In District 4, incumbent Craig Brown beat Marla Festenese 63 percent to 37 percent, 3,554 to 2,090.

Brown declared victory just after 8 p.m., when the early ballot results were released.

“I’m going to declare victory – victory over the nonsense,” Brown said. “Victory over people who should not be running, who are not qualified. Never should be running.”

“I think that’s disgusting,” Festenese said. “He has no right to say that. Anybody has the right to run. I think I’m very well qualified, and I would expect more from somebody that wants to call themselves a leader.”

Brown added that he had “told everyone” that he would run for only two terms, and this will be his second.

In District 5, current board chairman Jack Smith came out ahead of two challengers, but it was a closer race: Smith had 40 percent of the vote to Steve Irwin’s 35 percent and Harold Wise at 25 percent.

Smith said, “We’re going to move forward, we’ve got a lot of work to do. We’ve got to talk about the (possible new) jail … We’re going to work on our budget to make it as lean as possible.”

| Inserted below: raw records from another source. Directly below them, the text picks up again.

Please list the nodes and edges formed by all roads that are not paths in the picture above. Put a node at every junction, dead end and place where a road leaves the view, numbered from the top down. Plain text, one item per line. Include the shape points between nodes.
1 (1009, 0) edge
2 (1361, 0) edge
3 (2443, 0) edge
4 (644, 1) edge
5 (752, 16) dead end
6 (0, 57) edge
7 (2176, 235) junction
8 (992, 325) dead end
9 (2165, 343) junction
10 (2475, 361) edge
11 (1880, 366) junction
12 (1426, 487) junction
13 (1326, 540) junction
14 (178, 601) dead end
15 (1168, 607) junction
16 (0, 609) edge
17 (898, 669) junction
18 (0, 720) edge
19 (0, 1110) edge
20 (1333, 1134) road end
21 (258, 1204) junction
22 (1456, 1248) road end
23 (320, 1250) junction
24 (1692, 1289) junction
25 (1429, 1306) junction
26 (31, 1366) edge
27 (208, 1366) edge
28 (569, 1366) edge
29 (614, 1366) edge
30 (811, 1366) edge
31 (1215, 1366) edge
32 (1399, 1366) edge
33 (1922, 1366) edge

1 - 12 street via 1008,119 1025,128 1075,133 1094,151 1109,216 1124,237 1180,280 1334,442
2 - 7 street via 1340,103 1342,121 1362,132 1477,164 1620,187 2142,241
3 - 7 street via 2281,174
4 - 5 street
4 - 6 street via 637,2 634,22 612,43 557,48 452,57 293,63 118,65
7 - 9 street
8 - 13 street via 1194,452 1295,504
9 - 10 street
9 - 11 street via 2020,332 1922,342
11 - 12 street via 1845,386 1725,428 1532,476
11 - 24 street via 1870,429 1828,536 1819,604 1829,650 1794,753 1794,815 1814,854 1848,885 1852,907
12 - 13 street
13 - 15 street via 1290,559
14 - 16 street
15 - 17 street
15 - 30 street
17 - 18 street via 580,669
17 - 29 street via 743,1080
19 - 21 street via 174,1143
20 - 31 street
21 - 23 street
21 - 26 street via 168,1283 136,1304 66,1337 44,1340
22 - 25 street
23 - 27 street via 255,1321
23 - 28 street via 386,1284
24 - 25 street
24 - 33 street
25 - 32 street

Asked if there was still room for further cuts in the county budget, he said, “I think there’s always room for adjustments in the budget, yeah. I think we can still find some cuts,” mentioning travel specifically.

In the three races, one precinct’s results remained to be tabulated. County officials were unavailable before press time Tuesday night to say how many ballots remain.